Han pasado más de dos meses desde la noche del 11 de abril, cuando la muerte de dos hinchas en las afueras del Estadio Monumental y una posterior invasión a la cancha pusieron un trágico fin a un partido de Copa Libertadores. El tiempo ha permitido que el estruendo de la noticia inmediata se apacigüe, dejando al descubierto no una simple crisis de violencia en el fútbol, sino las grietas de un sistema completo. Lo que aquella noche se desbordó no fue solo la pasión mal entendida, sino la evidencia de un problema que ha madurado en silencio en las galerías: la instrumentalización de las barras bravas por parte de redes delictuales.
La reacción inicial fue un predecible cruce de responsabilidades. Desde la ANFP, su presidente Pablo Milad apuntó a la necesidad de acelerar la implementación de un Registro Nacional de Hinchas, una herramienta tecnológica de reconocimiento facial para identificar y vetar a los violentos. Paralelamente, los presidentes de varios clubes clamaron por el regreso de Carabineros al interior de los estadios, un rol que la policía abandonó en 2013, argumentando que la seguridad privada es incapaz de enfrentar a bandas organizadas. “No tenemos las herramientas para enfrentar a delincuentes”, señaló Juan Tagle, presidente de Cruzados, reflejando un sentir generalizado en los directorios.

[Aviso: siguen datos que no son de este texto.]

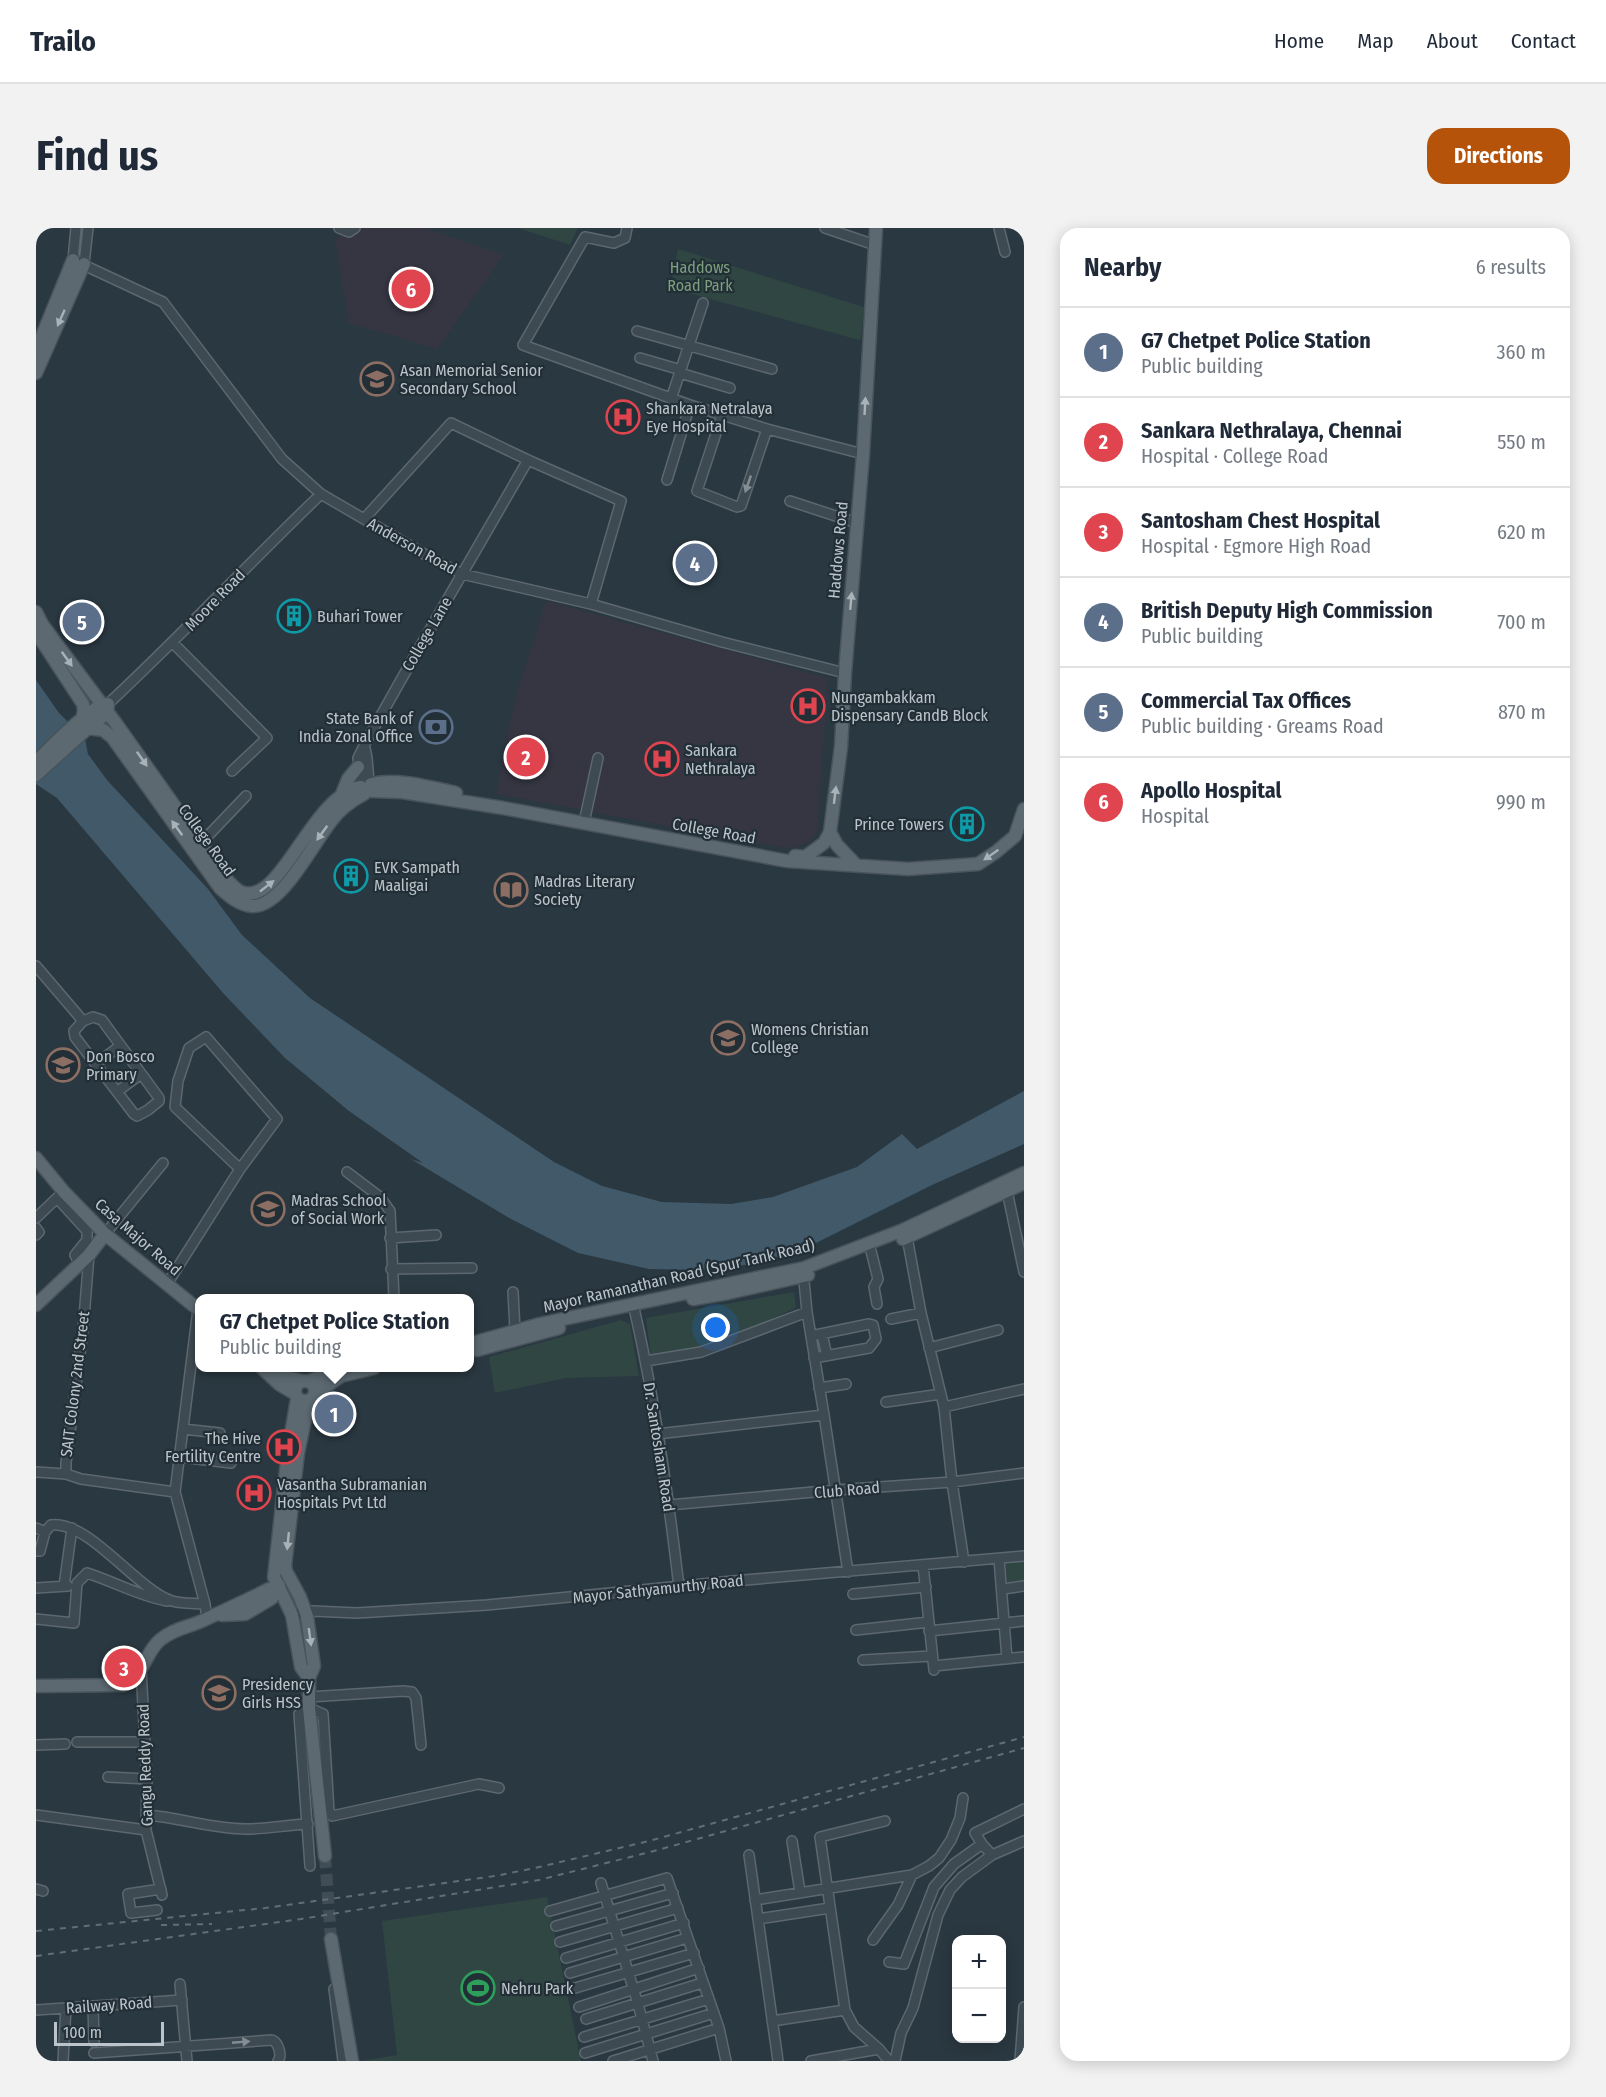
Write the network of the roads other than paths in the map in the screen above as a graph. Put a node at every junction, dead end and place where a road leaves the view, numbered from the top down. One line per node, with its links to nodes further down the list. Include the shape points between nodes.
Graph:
1 (76, 228): 9 (street)
2 (88, 228): 9 (street)
3 (627, 228): 19 (street, via 625,238 614,243 585,237 523,345)
4 (825, 228): 7 (street)
5 (876, 228): 7 (main road, Haddows Road)
6 (999, 228): 8 (street)
7 (876, 244): 23 (main road, Haddows Road, one-way to 7)
8 (1005, 252)
9 (78, 262): 13 (main road); 17 (main road, one-way to 17); 26 (street, Anderson Road, via 163,302 282,459)
10 (703, 303): 12 (street)
11 (636, 331): 12 (street)
12 (689, 345): 15 (street); 16 (street)
13 (36, 351)
14 (640, 358): 16 (street)
15 (772, 369)
16 (681, 371): 18 (street); 19 (street)
17 (36, 373)
18 (730, 388)
19 (671, 399): 20 (street)
20 (690, 405): 21 (street); 25 (street)
21 (722, 415): 22 (street); 22 (street, one-way to 21, via 741,506 737,507 697,491)
22 (767, 429): 23 (street)
23 (863, 454): 29 (main road, Haddows Road)
24 (528, 460): 28 (street, via 451,423); 30 (street, College Lane); 31 (street, via 621,501)
25 (667, 480)
26 (321, 494): 28 (street, Anderson Road); 34 (street, Moore Road)
27 (790, 501): 29 (street)
28 (363, 519): 30 (street, Anderson Road)
29 (857, 523): 35 (main road, Haddows Road, one-way to 29)
30 (462, 574): 31 (street, Anderson Road); 38 (street, College Lane)
31 (591, 604): 35 (street, Anderson Road)
32 (36, 612): 36 (main road, College Road, one-way to 36)
33 (36, 632): 37 (main road, via 83,704)
34 (173, 643): 36 (street, Moore Road); 42 (street, via 267,738)
35 (845, 673): 49 (main road, Haddows Road, one-way to 35)
36 (105, 707): 37 (main road); 50 (main road, College Road, one-way to 50)
37 (81, 727): 40 (main road); 43 (main road); 44 (main road, College Road, one-way to 37, via 332,820 281,891 267,903 252,906 236,901 220,888 112,737 103,730)
38 (365, 748): 41 (street, College Lane, via 358,758); 44 (street)
39 (597, 758): 48 (street)
40 (36, 762)
41 (358, 767): 44 (street); 45 (main road)
42 (232, 771)
43 (36, 775)
44 (366, 787): 45 (main road, College Road); 48 (main road, College Road, via 380,782 415,784); 51 (main road, College Road, via 503,808 786,861)
45 (342, 794): 50 (main road, College Road, one-way to 45, via 240,892 262,891 273,882 321,814)
46 (246, 796): 50 (street)
47 (1024, 809): 51 (main road, College Road, one-way to 51, via 1015,836 978,864 908,869)
48 (585, 818): 49 (main road, College Road, via 805,857 824,843)
49 (830, 832): 51 (main road)
50 (201, 843)
51 (856, 865)
52 (36, 966): 53 (street)
53 (83, 1021): 54 (street, via 100,1018); 55 (street, via 74,1035)
54 (120, 1046): 55 (street); 56 (street)
55 (97, 1063): 57 (street)
56 (141, 1074): 57 (street); 57 (street, via 159,1098 148,1110 137,1116)
57 (118, 1091)
58 (36, 1158): 65 (main road, Casa Major Road)
59 (163, 1163): 72 (street)
60 (240, 1169): 60 (street, via 175,1107 178,1081 189,1048 206,1037 277,1119); 81 (street)
61 (348, 1172): 73 (street, via 380,1197 390,1211)
62 (1024, 1173): 69 (main road, Mayor Ramanathan Road (Spur Tank Road))
63 (1024, 1183): 64 (main road, Mayor Ramanathan Road (Spur Tank Road))
64 (1007, 1191): 69 (main road, Mayor Ramanathan Road (Spur Tank Road)); 79 (street)
65 (61, 1195): 66 (street); 67 (main road, Casa Major Road); 76 (street, via 87,1231 87,1240 75,1255)
66 (36, 1218)
67 (94, 1223): 72 (main road, Casa Major Road); 75 (main road)
68 (36, 1228): 70 (street)
69 (905, 1234): 74 (main road, Mayor Ramanathan Road (Spur Tank Road)); 80 (main road, Mayor Ramanathan Road (Spur Tank Road)); 89 (street)
70 (36, 1235)
71 (436, 1235): 73 (street)
72 (108, 1237): 75 (main road); 81 (main road, Casa Major Road)
73 (390, 1238): 78 (street)
74 (871, 1251): 80 (main road, Mayor Ramanathan Road (Spur Tank Road)); 84 (street, via 878,1279 874,1287)
75 (91, 1253): 76 (main road); 122 (street, SAIT Colony 2nd Street)
76 (80, 1264): 85 (main road)
77 (472, 1268): 78 (street)
78 (392, 1269): 83 (street)
79 (1024, 1272)
80 (803, 1273): 87 (main road, Mayor Ramanathan Road (Spur Tank Road), via 728,1293); 88 (street); 91 (main road, Mayor Ramanathan Road (Spur Tank Road))
81 (167, 1284): 86 (main road, Casa Major Road)
82 (513, 1292): 91 (street)
83 (394, 1294)
84 (877, 1304)
85 (36, 1305)
86 (195, 1307)
87 (634, 1308): 98 (main road, Mayor Ramanathan Road (Spur Tank Road)); 101 (street, Dr. Santosham Road)
88 (807, 1312): 94 (street); 101 (street, via 701,1352)
89 (921, 1313): 90 (street); 97 (street)
90 (891, 1319)
91 (515, 1330): 96 (main road, Mayor Ramanathan Road (Spur Tank Road))
92 (998, 1330): 97 (street)
93 (822, 1334): 94 (street); 99 (street); 99 (street, via 864,1324 875,1328 876,1339 869,1348)
94 (811, 1336): 100 (street)
95 (195, 1340): 115 (street)
96 (474, 1342)
97 (929, 1348): 110 (street)
98 (474, 1351)
99 (827, 1356): 100 (street)
100 (814, 1358): 108 (street)
101 (646, 1361): 117 (street, Dr. Santosham Road)
102 (266, 1372): 111 (main road)
103 (271, 1372): 106 (main road)
104 (331, 1372): 106 (main road)
105 (358, 1372): 111 (main road, via 341,1376)
106 (305, 1381): 111 (main road, via 295,1387); 111 (main road, via 315,1388)
107 (846, 1384): 108 (street)
108 (819, 1388): 114 (street)
109 (1024, 1389): 113 (street)
110 (940, 1394): 112 (street); 113 (street)
111 (304, 1397): 136 (main road, one-way to 136, via 285,1566); 143 (main road, via 292,1423 274,1568)
112 (886, 1402)
113 (944, 1407): 123 (street)
114 (824, 1415): 117 (street); 124 (street)
115 (183, 1429): 116 (street); 118 (street)
116 (220, 1433)
117 (657, 1434): 126 (street, Dr. Santosham Road)
118 (180, 1457): 119 (street); 125 (street)
119 (231, 1463)
120 (36, 1472): 122 (street)
121 (1024, 1473): 123 (street, Club Road)
122 (66, 1474): 125 (street, SAIT Colony 2nd Street)
123 (952, 1482): 124 (street, Club Road); 133 (street)
124 (836, 1490): 126 (street, Club Road); 135 (street)
125 (175, 1492): 147 (street)
126 (669, 1505): 140 (street, Dr. Santosham Road)
127 (36, 1528): 129 (street)
128 (72, 1528): 129 (street, via 51,1525); 137 (street); 146 (street)
129 (45, 1532): 130 (street, via 40,1551)
130 (36, 1551)
131 (1024, 1556): 132 (street, Mayor Sathyamurthy Road)
132 (999, 1559): 133 (street, Mayor Sathyamurthy Road); 144 (street)
133 (964, 1562): 134 (street, Mayor Sathyamurthy Road)
134 (923, 1565): 135 (street, Mayor Sathyamurthy Road); 141 (street)
135 (848, 1572): 140 (street, Mayor Sathyamurthy Road)
136 (289, 1576): 143 (main road); 148 (main road)
137 (64, 1586): 139 (street); 142 (street)
138 (1024, 1586): 144 (street)
139 (76, 1587): 146 (street, via 87,1574 148,1598); 151 (street, via 74,1623)
140 (679, 1587): 148 (street, Mayor Sathyamurthy Road, via 487,1605)
141 (926, 1587): 145 (street); 154 (street)
142 (36, 1588)
143 (276, 1588): 149 (main road); 150 (main road, via 272,1598 245,1614)
144 (1003, 1589): 153 (street)
145 (852, 1594)
146 (173, 1601): 147 (street)
147 (205, 1604): 150 (street)
148 (306, 1612): 149 (street, Mayor Sathyamurthy Road); 161 (main road, one-way to 161, via 314,1666)
149 (292, 1615): 161 (main road, via 301,1667)
150 (211, 1616): 160 (main road, via 159,1640)
151 (36, 1619)
152 (1024, 1621): 153 (street)
153 (1006, 1623): 154 (street); 158 (street)
154 (929, 1627): 155 (street); 156 (street)
155 (856, 1630)
156 (933, 1656): 158 (street, via 934,1668); 159 (street)
157 (1024, 1657): 158 (street)
158 (1007, 1659)
159 (863, 1660)
160 (141, 1669): 162 (main road, via 123,1685); 165 (street, Gangu Reddy Road)
161 (309, 1678): 163 (main road)
162 (36, 1686)
163 (309, 1702): 168 (street, via 412,1692); 171 (street, via 323,1714 332,1816 479,1784); 177 (street, via 299,1714); 184 (main road)
164 (77, 1742): 165 (street)
165 (144, 1742): 170 (street, Gangu Reddy Road)
166 (64, 1744): 167 (street)
167 (36, 1745)
168 (421, 1745)
169 (108, 1777): 170 (street)
170 (147, 1779): 175 (street, Gangu Reddy Road)
171 (499, 1788)
172 (963, 1798): 186 (street, via 951,1840 939,1858)
173 (1024, 1809): 181 (street, via 975,1833)
174 (36, 1815): 178 (street)
175 (148, 1815): 177 (street, via 246,1829); 178 (street, Gangu Reddy Road)
176 (885, 1821): 188 (street, via 820,1837)
177 (308, 1824): 185 (street)
178 (146, 1830): 195 (street, Gangu Reddy Road, via 161,1892 128,1894 131,1913)
179 (792, 1841): 189 (street)
180 (1024, 1842): 183 (street)
181 (982, 1844): 183 (street); 210 (street, via 954,1864 934,1887 904,1964)
182 (749, 1855): 192 (street)
183 (992, 1855): 252 (street, via 962,1877 945,1899)
184 (326, 1856)
185 (310, 1866)
186 (912, 1875): 188 (street); 204 (street, via 898,1905)
187 (601, 1883): 191 (street)
188 (828, 1889): 189 (street); 194 (street)
189 (800, 1892): 192 (street)
190 (673, 1893): 191 (street, via 667,1878); 193 (street); 197 (street)
191 (606, 1896): 196 (street); 197 (street)
192 (755, 1900): 198 (street)
193 (678, 1908): 199 (street); 201 (street)
194 (830, 1908): 198 (street); 227 (street)
195 (157, 1910)
196 (550, 1911)
197 (609, 1911): 200 (street); 201 (street)
198 (758, 1918): 231 (street)
199 (684, 1923): 202 (street); 206 (street)
200 (556, 1926)
201 (614, 1926): 205 (street); 206 (street)
202 (687, 1938): 207 (street); 208 (street)
203 (331, 1939): 245 (main road)
204 (873, 1940)
205 (560, 1942)
206 (620, 1942): 208 (street); 209 (street)
207 (694, 1953): 211 (street); 212 (street)
208 (623, 1956): 212 (street); 213 (street)
209 (566, 1958)
210 (889, 1962)
211 (699, 1968): 215 (street); 218 (street)
212 (629, 1972): 217 (street); 218 (street)
213 (570, 1973)
214 (332, 1975): 244 (street)
215 (702, 1983): 219 (street); 221 (street)
216 (180, 1984): 220 (street)
217 (575, 1988)
218 (633, 1988): 221 (street); 223 (street)
219 (710, 1999): 228 (street); 229 (street)
220 (182, 2000): 222 (street, Railway Road); 236 (street)
221 (638, 2004): 229 (street); 230 (street)
222 (93, 2006): 225 (street, Railway Road); 235 (street)
223 (579, 2007)
224 (1024, 2007): 253 (street)
225 (66, 2008): 226 (street, Railway Road); 241 (street)
226 (36, 2010)
227 (845, 2010): 231 (street); 238 (street, via 854,2027)
228 (714, 2013): 232 (street); 233 (street)
229 (642, 2018): 233 (street); 234 (street)
230 (586, 2019)
231 (772, 2021): 249 (street)
232 (719, 2028): 237 (street); 248 (street)
233 (647, 2034): 237 (street); 240 (street)
234 (584, 2037)
235 (94, 2042)
236 (185, 2047): 239 (street); 242 (street); 243 (street, one-way to 243, via 272,2040 277,2044)
237 (651, 2049): 246 (street); 247 (street)
238 (879, 2049): 250 (street); 251 (street)
239 (94, 2053)
240 (585, 2053)
241 (63, 2061)
242 (186, 2061)
243 (278, 2061)
244 (343, 2061)
245 (352, 2061)
246 (614, 2061)
247 (653, 2061)
248 (726, 2061)
249 (778, 2061)
250 (811, 2061)
251 (889, 2061)
252 (895, 2061)
253 (1020, 2061)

Sin embargo, el Gobierno, a través del Ministro de Seguridad Pública, Luis Cordero, trazó una línea distinta. Calificó el retorno de Carabineros como el reconocimiento de un “fracaso estructural” de los clubes como organizadores de un evento privado y lucrativo. La tensión escaló cuando, tras nuevos hechos de violencia con armas de fuego durante las celebraciones del centenario de Colo Colo el 20 de abril, el propio ministro Cordero acuñó un término que oficializaba el diagnóstico: “narco-barras”. Con esto, el Estado reconocía que el problema trasciende el folclore del fútbol; se trata de disputas territoriales y operaciones de microtráfico que utilizan la estructura de la barra como fachada y ejército.
Este diagnóstico se ve reforzado al analizar la primera línea de defensa de los estadios: los guardias privados. Investigaciones periodísticas posteriores a la crisis revelaron su extrema precariedad. Con cursos de formación de apenas 80 horas, bajos sueldos que rondan los 20 a 40 mil pesos por evento y sin atribuciones legales más allá de las de cualquier ciudadano, estos guardias se enfrentan a grupos cohesionados y con un alto poder de fuego. La seguridad en los estadios, más que una barrera, parece ser un eslabón débil y expuesto.
La crisis ha dejado en evidencia un profundo desacuerdo sobre la naturaleza del problema y su solución:
La infiltración delictual en las barras no es un fenómeno nuevo. Históricamente, muchos clubes en Chile y Latinoamérica han mantenido una relación simbiótica y clientelar con sus barras, ofreciendo entradas y otros beneficios a cambio de la “animación” y el control de la galería. Este pacto tácito, tolerado durante décadas, fue la puerta de entrada para que grupos con otros intereses –políticos y criminales– cooptaran estas estructuras, transformando la lealtad al club en un código de silencio y protección para actividades ilícitas. El reciente caso de Francisco Muñoz, alias “Pancho Malo”, exlíder de la Garra Blanca hoy activo en la política y acusado de estafa por sus propios seguidores, es un claro ejemplo de cómo estas figuras trascienden el estadio para operar en otras esferas de poder e ilegalidad.
A más de 60 días de la tragedia que gatilló esta discusión, el fútbol chileno se encuentra en un punto de inflexión. El diagnóstico es más claro que nunca: el enemigo no es el hincha apasionado, sino la organización criminal que se viste con sus colores. Sin embargo, el camino a seguir sigue siendo un campo en disputa. Las autoridades han nombrado al adversario, pero la estrategia para enfrentarlo aún oscila entre soluciones tecnológicas de dudosa efectividad, la privatización de la seguridad pública y medidas que rozan la criminalización de la cultura del hincha. El “gol silencioso” del narco ya fue anotado; el desafío ahora es cómo dar vuelta un partido que se juega mucho más allá de los 90 minutos reglamentarios.